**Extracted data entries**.
━━━

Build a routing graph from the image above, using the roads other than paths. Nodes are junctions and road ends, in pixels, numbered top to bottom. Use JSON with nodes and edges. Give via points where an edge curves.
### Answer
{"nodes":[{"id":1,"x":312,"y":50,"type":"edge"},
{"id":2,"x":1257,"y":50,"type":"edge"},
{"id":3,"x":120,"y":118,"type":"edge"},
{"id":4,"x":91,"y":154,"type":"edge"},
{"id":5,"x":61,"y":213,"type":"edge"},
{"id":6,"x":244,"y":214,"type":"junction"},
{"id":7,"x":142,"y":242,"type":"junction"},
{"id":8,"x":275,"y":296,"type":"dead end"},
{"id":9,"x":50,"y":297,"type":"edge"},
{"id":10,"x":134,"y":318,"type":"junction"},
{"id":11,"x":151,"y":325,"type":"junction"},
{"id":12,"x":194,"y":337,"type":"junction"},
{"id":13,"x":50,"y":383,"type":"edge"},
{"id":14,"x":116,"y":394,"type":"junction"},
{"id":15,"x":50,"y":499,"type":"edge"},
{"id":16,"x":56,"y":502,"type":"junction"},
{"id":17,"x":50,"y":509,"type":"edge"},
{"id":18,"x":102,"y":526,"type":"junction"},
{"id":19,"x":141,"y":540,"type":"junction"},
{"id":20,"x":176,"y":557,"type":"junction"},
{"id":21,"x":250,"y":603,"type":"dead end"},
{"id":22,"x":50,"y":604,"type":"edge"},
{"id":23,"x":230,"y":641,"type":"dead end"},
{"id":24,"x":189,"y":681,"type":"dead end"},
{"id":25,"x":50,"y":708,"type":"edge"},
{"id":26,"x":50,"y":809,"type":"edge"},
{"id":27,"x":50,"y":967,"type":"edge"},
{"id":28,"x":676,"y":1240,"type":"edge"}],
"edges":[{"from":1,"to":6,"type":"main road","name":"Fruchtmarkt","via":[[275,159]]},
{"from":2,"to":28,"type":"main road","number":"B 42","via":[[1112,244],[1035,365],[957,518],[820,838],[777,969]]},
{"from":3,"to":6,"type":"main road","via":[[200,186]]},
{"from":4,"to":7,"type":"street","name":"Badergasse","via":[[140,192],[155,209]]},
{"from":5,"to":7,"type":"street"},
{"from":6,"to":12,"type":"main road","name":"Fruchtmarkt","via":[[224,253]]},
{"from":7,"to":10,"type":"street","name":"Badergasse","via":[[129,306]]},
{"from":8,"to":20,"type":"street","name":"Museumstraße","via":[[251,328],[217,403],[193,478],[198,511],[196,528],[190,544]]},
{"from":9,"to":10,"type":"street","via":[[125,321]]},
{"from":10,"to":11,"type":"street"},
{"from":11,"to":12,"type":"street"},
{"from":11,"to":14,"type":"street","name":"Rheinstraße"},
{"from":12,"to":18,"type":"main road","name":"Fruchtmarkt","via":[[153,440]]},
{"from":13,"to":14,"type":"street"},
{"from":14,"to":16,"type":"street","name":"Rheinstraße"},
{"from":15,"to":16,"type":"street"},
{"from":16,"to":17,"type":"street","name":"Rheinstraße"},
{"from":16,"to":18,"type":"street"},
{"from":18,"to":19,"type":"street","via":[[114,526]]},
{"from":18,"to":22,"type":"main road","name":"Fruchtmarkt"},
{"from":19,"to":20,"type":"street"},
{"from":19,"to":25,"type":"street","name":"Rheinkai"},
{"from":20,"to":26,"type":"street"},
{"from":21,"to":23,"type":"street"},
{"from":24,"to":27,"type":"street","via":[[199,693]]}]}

━━━

**WORK INSTRUCTION**. What lines hold the string "Rheinstraße"? Pick them out of the data.

**RESPONSE TO THIS EXERCISE**.
{"from":11,"to":14,"type":"street","name":"Rheinstraße"},
{"from":14,"to":16,"type":"street","name":"Rheinstraße"},
{"from":16,"to":17,"type":"street","name":"Rheinstraße"},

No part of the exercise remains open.